REQUIREMENT> Copy every line of the listing that holds the string "nodes".

ENTRIES PROVIDED>
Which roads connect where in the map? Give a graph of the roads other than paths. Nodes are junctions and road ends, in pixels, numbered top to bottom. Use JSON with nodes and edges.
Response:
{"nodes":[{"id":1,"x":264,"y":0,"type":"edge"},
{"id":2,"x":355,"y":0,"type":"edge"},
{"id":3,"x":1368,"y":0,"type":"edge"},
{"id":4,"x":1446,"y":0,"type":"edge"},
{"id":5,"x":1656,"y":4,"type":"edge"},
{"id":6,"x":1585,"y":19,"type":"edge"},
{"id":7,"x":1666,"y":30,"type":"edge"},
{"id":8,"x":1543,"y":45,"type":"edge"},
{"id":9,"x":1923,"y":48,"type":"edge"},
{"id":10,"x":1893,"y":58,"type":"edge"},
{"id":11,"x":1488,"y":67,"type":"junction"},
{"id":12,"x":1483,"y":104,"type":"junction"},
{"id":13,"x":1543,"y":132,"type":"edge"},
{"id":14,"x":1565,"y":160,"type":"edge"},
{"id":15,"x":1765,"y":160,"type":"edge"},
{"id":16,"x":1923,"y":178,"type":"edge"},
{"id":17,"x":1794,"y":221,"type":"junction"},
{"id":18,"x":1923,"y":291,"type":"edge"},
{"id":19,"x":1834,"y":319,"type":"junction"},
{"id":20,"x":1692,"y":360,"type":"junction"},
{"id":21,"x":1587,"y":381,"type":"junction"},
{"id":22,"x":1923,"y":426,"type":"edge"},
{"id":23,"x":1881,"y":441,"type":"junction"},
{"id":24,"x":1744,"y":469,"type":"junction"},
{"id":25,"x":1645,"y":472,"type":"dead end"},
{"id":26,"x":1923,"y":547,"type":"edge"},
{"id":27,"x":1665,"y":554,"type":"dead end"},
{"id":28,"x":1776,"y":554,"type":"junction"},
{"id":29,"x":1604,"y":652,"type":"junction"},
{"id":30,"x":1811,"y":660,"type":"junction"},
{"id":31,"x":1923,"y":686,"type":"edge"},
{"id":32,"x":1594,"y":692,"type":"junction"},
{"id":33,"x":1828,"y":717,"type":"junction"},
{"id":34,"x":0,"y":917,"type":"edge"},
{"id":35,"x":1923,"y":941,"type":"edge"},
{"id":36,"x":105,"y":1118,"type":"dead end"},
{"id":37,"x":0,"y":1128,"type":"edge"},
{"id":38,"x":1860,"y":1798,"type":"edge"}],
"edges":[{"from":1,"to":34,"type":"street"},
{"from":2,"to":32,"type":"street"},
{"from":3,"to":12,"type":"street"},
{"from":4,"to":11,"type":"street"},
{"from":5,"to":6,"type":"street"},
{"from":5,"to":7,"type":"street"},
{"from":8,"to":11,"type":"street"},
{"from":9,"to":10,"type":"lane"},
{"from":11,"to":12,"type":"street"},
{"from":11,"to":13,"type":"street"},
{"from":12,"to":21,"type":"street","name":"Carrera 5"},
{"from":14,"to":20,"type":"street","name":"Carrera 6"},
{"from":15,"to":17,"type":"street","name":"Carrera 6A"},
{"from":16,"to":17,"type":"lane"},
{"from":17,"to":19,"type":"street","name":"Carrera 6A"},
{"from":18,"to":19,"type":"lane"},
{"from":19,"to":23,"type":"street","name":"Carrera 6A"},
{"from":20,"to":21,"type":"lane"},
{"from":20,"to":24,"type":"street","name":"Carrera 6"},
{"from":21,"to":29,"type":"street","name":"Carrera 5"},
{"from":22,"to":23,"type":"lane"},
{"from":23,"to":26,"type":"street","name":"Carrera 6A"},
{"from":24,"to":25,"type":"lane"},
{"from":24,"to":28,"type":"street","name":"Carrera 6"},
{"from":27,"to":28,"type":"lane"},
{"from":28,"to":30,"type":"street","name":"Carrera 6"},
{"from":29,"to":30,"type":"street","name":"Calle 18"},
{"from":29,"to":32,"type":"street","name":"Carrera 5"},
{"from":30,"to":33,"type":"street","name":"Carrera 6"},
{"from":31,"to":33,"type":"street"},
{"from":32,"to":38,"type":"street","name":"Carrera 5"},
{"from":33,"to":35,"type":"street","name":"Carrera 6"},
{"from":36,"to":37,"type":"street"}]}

* * *

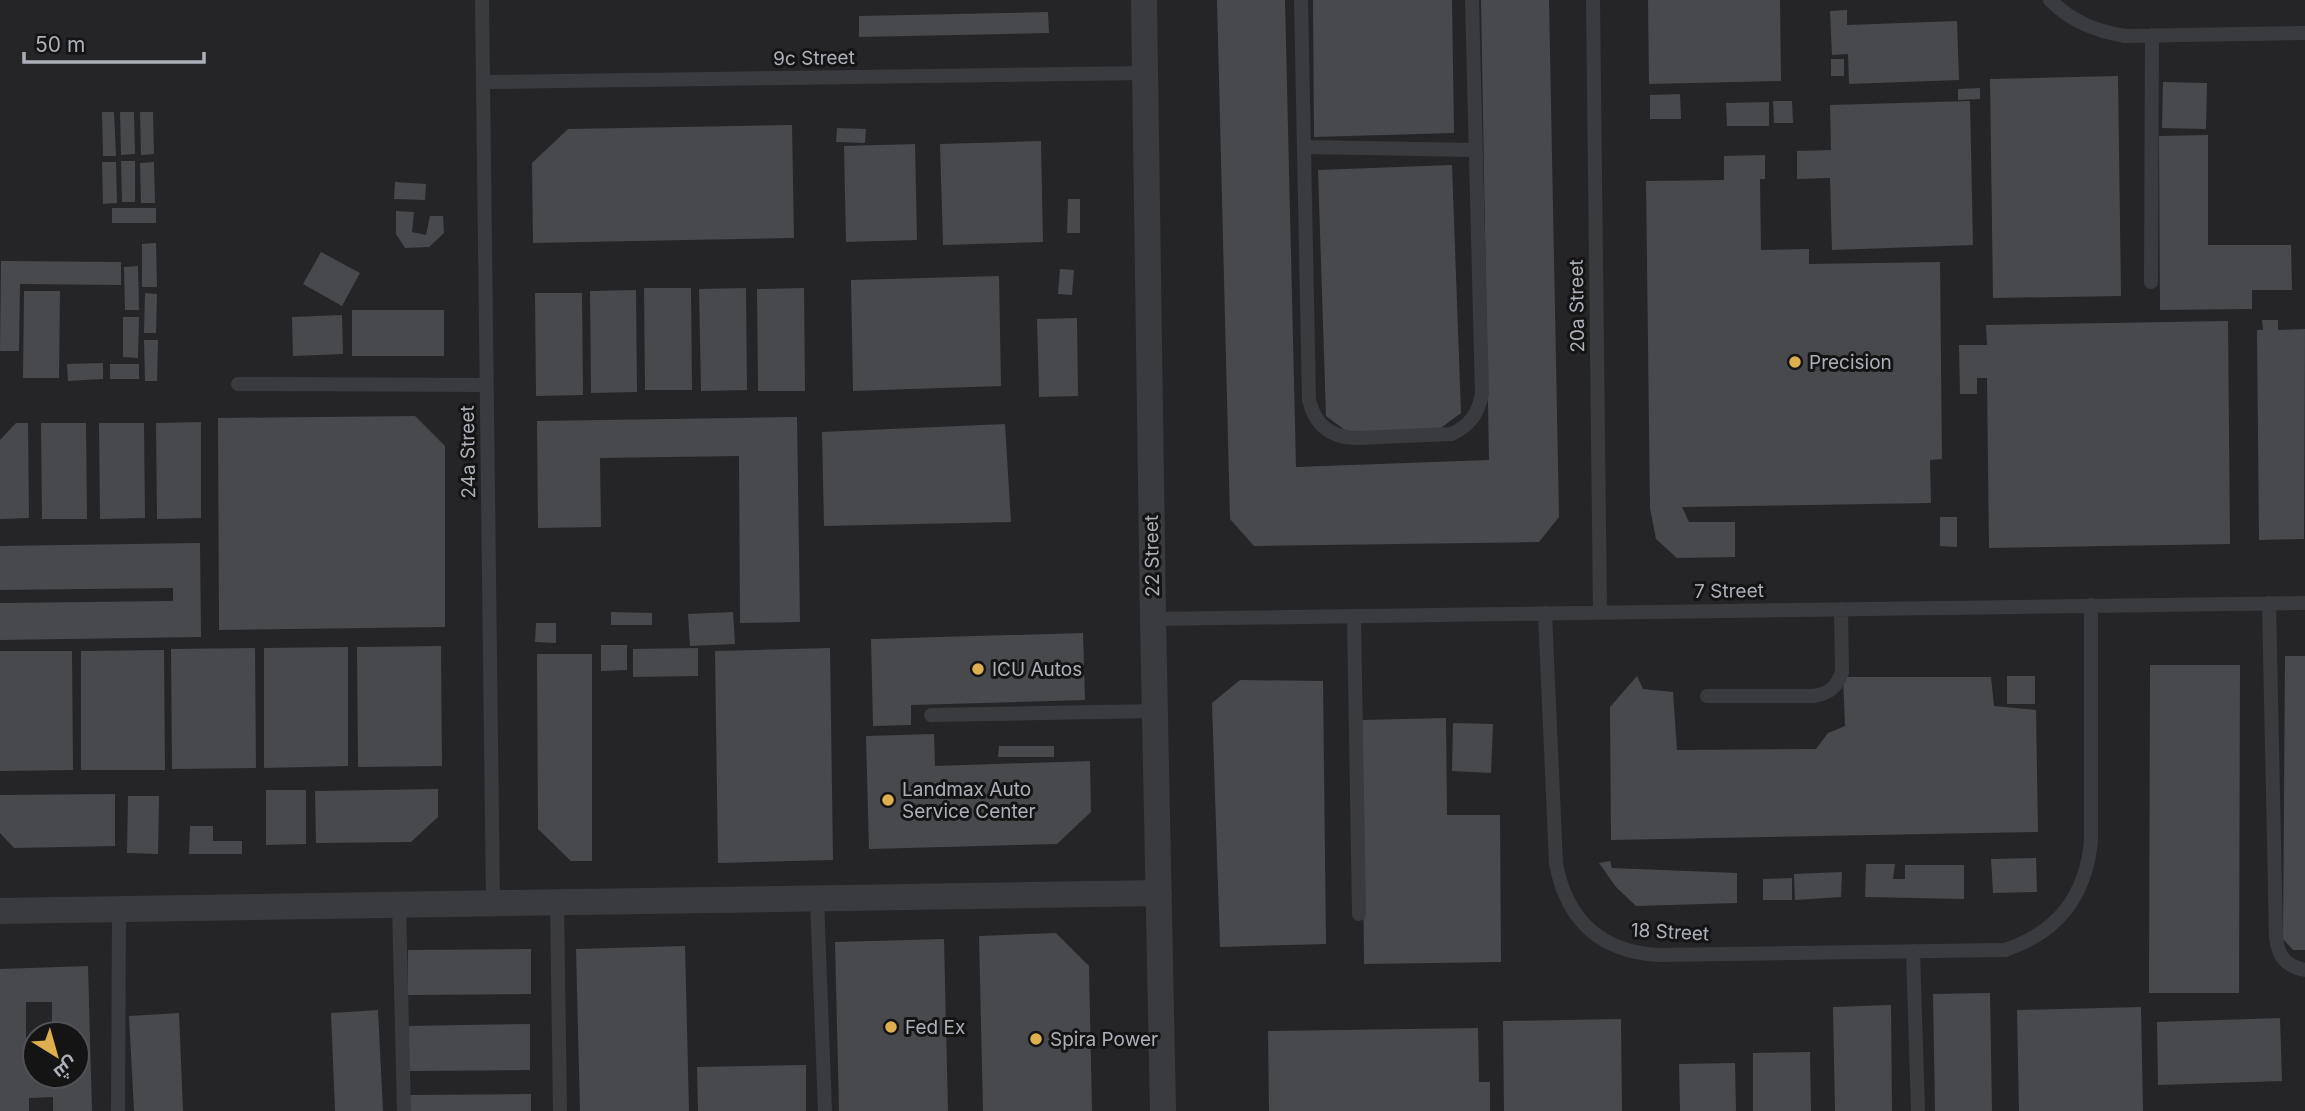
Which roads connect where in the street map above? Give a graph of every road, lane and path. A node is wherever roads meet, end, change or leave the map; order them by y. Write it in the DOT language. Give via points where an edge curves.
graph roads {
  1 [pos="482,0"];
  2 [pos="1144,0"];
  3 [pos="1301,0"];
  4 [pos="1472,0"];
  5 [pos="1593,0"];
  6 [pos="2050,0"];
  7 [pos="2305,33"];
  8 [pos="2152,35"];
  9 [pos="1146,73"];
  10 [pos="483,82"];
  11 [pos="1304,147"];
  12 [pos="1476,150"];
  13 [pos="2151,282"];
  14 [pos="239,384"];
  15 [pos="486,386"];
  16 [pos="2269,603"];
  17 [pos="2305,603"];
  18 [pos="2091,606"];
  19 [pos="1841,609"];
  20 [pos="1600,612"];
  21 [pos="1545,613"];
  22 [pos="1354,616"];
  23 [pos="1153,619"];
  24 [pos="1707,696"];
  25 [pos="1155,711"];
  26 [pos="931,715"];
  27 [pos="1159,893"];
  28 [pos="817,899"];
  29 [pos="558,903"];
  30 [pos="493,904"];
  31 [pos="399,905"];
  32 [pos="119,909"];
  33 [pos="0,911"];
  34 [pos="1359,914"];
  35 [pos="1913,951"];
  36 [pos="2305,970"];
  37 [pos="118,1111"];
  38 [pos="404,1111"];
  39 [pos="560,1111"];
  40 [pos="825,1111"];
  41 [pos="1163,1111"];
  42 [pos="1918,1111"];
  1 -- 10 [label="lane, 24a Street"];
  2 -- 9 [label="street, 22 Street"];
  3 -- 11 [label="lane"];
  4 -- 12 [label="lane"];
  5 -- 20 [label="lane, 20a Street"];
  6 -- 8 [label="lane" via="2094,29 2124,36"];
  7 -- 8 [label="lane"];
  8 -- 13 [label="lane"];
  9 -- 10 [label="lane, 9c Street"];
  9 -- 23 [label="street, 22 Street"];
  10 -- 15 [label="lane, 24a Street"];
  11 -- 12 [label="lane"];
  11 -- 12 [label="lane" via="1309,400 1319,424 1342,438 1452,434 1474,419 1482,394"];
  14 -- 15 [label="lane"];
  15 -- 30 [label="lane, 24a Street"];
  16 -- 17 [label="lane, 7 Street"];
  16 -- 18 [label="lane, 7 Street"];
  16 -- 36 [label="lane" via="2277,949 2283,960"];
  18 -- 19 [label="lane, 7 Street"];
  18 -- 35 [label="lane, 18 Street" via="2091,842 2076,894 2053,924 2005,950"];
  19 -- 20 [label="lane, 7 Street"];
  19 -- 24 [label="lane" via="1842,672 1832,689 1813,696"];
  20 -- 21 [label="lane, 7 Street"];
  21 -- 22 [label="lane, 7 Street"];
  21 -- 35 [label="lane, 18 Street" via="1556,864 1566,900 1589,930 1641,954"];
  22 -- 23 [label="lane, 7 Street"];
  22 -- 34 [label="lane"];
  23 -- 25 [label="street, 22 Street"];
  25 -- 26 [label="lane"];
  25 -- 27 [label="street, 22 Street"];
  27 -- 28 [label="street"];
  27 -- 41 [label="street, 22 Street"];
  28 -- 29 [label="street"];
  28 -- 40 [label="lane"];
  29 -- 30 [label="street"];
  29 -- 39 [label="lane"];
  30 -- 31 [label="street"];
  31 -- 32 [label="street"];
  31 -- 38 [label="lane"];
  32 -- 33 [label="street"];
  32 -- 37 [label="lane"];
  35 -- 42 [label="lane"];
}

OUTPUT BELOW>
Which roads connect where in the map? Give a graph of the roads other than paths. Nodes are junctions and road ends, in pixels, numbered top to bottom. Use JSON with nodes and edges.
{"nodes":[{"id":1,"x":264,"y":0,"type":"edge"},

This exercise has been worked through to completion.